Saturday, December 24, 2011

2011 Christmas Eve

A profound sense of emotion brought on by the death of someone dear to me, haunts me this Christmas Eve. It would be easy to turn back fifteen months and look at myself standing graveside with a small group of mourners, blame that one moment in time for how I feel. It would also be wrong.

My wife suffers from losing her mother and, too, watching, feeling helpless about the silent intensity of her father’s pain. He moves through his days with an effort weighed down by his personal suffering and loss.

My oldest daughter suffers from losing her boyfriend to a single rash act, a moment in her life so pivotal as to be staggering in its profundity.

This Christmas Eve, it seems to me, moments of the past strung together like bitter pearls of minutes of missed opportunity slowly steal the future, or, at least, tarnish the possible shine of a new day with the anger they bear with them. The mirror of images viewed so frequently becomes smeared with regret and what is then seen instead appears more like a future filled with sorrow than a chance for life’s opportunity and joys, the past a cocoon of comfort, not a smothering haven of mixed and faded memories.

Now I am not one to stare into crystal balls, or read cards spread across a tabletop. I do not attempt to convince myself that a miracle awaits around corners where demons hide to deter access. I do not believe in the simplicity of answers born from the misery of the past, or of the pretension that if I do nothing but seek solace in the errors I once made, I will somehow find the key to changing the indelible truth of it all.

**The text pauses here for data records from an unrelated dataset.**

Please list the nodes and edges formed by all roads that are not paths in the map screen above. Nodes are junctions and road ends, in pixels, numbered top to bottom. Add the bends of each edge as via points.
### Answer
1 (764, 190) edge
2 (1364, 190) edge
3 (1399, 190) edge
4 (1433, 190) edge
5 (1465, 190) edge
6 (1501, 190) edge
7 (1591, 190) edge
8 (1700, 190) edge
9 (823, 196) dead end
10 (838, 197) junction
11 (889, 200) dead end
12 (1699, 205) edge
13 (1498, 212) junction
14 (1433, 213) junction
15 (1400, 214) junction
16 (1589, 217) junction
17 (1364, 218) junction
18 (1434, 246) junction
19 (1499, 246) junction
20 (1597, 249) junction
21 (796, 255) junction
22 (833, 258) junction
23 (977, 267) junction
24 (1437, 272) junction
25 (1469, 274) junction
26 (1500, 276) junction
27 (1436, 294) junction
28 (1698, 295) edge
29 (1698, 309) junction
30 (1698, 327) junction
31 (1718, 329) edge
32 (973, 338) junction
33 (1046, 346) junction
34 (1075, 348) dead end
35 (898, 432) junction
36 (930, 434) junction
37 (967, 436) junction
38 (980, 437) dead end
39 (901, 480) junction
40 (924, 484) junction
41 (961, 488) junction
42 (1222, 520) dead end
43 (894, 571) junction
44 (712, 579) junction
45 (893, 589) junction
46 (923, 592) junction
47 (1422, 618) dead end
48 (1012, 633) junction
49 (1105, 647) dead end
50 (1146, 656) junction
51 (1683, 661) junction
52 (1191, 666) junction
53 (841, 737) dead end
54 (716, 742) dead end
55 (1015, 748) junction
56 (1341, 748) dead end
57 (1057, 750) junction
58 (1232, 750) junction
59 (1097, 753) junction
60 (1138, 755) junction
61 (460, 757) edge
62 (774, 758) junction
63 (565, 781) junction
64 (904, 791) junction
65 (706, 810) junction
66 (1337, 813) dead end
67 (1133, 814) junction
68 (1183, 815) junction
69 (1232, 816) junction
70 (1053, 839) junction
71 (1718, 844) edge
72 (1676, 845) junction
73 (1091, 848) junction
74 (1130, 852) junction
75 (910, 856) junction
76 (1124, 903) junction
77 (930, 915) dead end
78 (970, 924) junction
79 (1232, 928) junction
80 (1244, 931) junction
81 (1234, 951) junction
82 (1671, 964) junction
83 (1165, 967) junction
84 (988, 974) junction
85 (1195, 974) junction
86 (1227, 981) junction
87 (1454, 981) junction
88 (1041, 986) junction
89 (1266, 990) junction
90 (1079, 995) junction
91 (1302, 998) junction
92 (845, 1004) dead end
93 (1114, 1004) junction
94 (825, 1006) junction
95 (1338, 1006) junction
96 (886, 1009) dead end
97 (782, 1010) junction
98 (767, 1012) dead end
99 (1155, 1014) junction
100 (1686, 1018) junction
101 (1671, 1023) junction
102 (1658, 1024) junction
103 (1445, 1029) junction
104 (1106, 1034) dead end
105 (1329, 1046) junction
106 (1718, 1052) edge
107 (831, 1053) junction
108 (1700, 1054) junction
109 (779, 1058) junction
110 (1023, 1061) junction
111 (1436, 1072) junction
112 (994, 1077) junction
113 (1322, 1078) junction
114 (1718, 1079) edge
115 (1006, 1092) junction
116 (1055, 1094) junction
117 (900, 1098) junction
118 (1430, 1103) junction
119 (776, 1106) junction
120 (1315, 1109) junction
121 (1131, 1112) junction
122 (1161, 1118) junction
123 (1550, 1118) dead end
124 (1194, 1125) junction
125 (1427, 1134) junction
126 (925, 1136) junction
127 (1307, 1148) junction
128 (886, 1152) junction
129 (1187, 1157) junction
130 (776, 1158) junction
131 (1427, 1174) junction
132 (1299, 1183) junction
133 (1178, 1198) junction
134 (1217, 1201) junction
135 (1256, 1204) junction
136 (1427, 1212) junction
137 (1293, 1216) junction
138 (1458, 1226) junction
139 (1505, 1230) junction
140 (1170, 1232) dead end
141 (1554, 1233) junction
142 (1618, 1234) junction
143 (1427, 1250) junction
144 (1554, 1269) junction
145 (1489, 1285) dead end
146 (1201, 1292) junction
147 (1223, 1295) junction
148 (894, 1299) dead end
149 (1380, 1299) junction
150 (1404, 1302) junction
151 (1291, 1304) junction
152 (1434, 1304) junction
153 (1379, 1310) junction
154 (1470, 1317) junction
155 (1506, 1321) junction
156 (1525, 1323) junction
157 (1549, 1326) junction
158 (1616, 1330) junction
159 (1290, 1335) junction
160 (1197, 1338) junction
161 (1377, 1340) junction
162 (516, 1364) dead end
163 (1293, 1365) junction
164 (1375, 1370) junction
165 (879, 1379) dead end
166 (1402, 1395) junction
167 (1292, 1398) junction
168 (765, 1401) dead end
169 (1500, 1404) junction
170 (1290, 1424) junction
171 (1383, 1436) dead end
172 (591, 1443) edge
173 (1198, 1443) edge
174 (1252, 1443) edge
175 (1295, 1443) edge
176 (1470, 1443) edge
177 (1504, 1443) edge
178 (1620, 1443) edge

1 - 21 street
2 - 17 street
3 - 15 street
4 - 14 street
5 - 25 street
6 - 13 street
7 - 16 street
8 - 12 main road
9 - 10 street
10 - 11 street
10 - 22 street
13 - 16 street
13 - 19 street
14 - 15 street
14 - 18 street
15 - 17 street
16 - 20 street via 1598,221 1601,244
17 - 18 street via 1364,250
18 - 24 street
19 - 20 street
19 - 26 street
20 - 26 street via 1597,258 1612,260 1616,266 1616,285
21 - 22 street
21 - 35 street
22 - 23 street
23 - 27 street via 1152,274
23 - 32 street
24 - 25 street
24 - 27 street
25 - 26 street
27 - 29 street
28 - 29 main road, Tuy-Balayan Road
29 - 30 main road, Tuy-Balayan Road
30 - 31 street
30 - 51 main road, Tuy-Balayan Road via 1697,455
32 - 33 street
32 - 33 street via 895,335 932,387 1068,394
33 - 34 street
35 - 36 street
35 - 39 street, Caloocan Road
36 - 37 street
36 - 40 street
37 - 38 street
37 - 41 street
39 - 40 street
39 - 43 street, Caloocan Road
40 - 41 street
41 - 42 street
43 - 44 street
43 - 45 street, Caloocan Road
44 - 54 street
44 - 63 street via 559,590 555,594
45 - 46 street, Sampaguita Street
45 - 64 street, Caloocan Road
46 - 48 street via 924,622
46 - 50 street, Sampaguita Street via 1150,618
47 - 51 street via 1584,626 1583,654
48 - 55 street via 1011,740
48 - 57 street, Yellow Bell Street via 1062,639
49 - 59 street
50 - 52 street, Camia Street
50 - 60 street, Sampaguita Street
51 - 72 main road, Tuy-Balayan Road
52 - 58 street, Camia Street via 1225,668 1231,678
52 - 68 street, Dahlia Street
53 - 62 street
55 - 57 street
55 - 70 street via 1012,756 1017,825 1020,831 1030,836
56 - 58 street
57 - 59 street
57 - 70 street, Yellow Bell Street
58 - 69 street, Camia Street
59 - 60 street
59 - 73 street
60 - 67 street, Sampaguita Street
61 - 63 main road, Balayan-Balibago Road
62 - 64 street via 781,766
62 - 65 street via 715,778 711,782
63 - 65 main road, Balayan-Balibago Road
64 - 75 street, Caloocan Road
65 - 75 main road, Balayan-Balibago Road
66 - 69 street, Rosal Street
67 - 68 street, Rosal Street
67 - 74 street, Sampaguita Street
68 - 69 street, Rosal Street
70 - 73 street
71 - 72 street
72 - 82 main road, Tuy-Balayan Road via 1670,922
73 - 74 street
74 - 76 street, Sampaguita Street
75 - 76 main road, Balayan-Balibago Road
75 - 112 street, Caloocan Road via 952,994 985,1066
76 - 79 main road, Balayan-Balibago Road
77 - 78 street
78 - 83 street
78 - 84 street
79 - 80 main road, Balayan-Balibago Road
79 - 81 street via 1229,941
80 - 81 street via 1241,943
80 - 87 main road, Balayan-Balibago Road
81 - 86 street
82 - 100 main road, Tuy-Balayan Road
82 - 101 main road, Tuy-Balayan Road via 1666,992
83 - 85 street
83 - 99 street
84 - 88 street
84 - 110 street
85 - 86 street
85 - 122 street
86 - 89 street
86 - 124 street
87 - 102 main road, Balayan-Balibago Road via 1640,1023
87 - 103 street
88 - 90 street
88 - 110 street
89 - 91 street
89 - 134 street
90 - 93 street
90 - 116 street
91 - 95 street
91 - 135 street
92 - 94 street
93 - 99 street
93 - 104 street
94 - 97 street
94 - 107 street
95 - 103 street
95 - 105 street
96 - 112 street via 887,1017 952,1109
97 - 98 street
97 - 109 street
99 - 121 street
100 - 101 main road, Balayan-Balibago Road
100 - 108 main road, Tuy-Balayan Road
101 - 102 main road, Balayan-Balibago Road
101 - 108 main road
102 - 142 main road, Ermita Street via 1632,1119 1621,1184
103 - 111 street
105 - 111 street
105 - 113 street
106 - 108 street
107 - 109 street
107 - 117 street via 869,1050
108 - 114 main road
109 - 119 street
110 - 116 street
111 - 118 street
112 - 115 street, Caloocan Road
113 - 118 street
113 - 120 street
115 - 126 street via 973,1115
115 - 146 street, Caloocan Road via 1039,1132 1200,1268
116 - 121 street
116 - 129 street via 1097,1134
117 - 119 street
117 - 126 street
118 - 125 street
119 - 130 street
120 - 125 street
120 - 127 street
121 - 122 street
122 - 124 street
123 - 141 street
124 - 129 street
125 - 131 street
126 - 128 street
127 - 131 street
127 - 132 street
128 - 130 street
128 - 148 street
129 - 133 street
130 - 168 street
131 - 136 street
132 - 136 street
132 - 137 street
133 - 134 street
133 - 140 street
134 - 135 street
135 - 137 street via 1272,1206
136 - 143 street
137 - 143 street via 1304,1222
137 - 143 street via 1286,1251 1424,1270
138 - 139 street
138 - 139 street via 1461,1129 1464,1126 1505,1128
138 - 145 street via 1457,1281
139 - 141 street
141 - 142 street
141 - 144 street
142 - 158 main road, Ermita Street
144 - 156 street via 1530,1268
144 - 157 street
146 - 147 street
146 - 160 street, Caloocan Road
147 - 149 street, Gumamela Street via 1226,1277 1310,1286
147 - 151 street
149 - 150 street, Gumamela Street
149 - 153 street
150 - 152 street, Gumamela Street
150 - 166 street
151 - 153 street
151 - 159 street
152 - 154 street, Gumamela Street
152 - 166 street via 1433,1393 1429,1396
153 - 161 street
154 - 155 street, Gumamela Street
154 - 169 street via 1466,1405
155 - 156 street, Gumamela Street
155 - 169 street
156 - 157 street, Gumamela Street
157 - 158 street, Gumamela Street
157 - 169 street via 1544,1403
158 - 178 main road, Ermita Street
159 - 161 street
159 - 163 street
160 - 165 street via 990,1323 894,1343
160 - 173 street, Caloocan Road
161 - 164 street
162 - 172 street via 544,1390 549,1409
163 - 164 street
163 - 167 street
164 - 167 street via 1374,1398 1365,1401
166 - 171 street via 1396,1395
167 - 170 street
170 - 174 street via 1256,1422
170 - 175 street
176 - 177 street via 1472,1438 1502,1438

Honestly, I am not sure there is such a truth, but do know the past is irrefutable. I suppose the more I stare backwards the more I see, but also see less of what was and more of what I wish could have been. Perhaps that is the way we hope to change our failures instead of learning and applying that to how we live now.

Pain seems to be more attractive, drawing us into its inescapable spiderweb of tangled horror, than the pleasure drawn from possibility is.

I do not believe that life must make some kind of rational sense, that loss stops the flow of what is good like the love surrounding me. I do not want to or need to stifle the mystery of it all. Sure pain and loss stagger me, but if that is what we live for, a reaction to that which overwhelms, instead of trying to enjoy all that remains, then I can only wonder how any person finds any joy in today, Christmas Eve.

Sunday, December 11, 2011

The 2011 Christmas Story

Death and Christmas seemed incompatible. Yet as I stood at the foot of the grave, still unmarked by a headstone, acceptance quivered around me as if riding the thin snowflakes as they landed like individuals determined to blanket the past.

It bothered me that I would no longer hear her voice, her footsteps as she entered the room where we waited. It bothered me that seasonal customs suddenly seemed more about who she was and what she had wanted when alive. Did we ever want something else? Was her desires a definition of us, our beliefs, too? Had her past determined her future so thoroughly that she could not redefine it for herself, as we seemed unable to do for ourselves?

Perhaps she knew more about living, or more about acceptance. Her life led her through a time and places long gone. Neither offered experiences we could meld into our own without her there to show us the way.


I brushed the accumulating snow with the edge of my boot as if attempting to draw a snow angel without the commitment of laying in it. Then drew a weak Christmas tree shape and knew that I wanted to ignore my feelings instead of sorting through how crippled I felt by them.

There was a chance, I knew, that the true meaning of Christmas was locked into experiences and memories of Christmas' past that I suddenly felt I no longer knew how to access. How sad was it that I felt the season was now an aimless trek from store to store, with a brief visit here and there. The droning overhead music sounded trapped in a bubble that appeared on an earlier date each year. The songs ran together without definition.

A cold wind snapped at the collar of my coat. I stuffed my hands into my pockets hoping for some warmth and knew the warmth I needed came from somewhere else.

The wreath I brought with me looked festive, colors brilliant. Unlike the withered wreath forgotten on a marked grave in the back of the cemetery. That one seemed as old as I felt.

I squatted, and smoothed the snow off the red ribbon, then quickly jammed my hand back in my pocket.

Behind me, a car horn sounded impatiently, along with the roar of an engine, chirping tires. Even a place as remote as a cemetery offered little escape from the bleating crowds that did not care for meaning beyond the gifts they bought and received.

Expression sat in ribbon festooned boxes, piled under decorated trees that, come the day after Christmas, meant nothing more than landfill.

I began to understand what truly bothered me. I was feeling that there was no reason to celebrate Christmas. All the effort provided nothing. We stress giving as the meaning for the season, yet it seems that it's receiving we care most about.

I don't think she ever felt that way. I think she understood giving in a way others did not.

Giving to receive is not giving, but is receiving only.

Okay, I thought. Maybe that's part of it, a place to start.

The snow fell steadily, thicker flakes that piled up and buried my drawn tree. I could feel it on my head, trickling down my neck and with a final quiet message I did not want to speak aloud, I turned and walked the snow buried path and hoped I could now begin to find a Christmas I might call my own.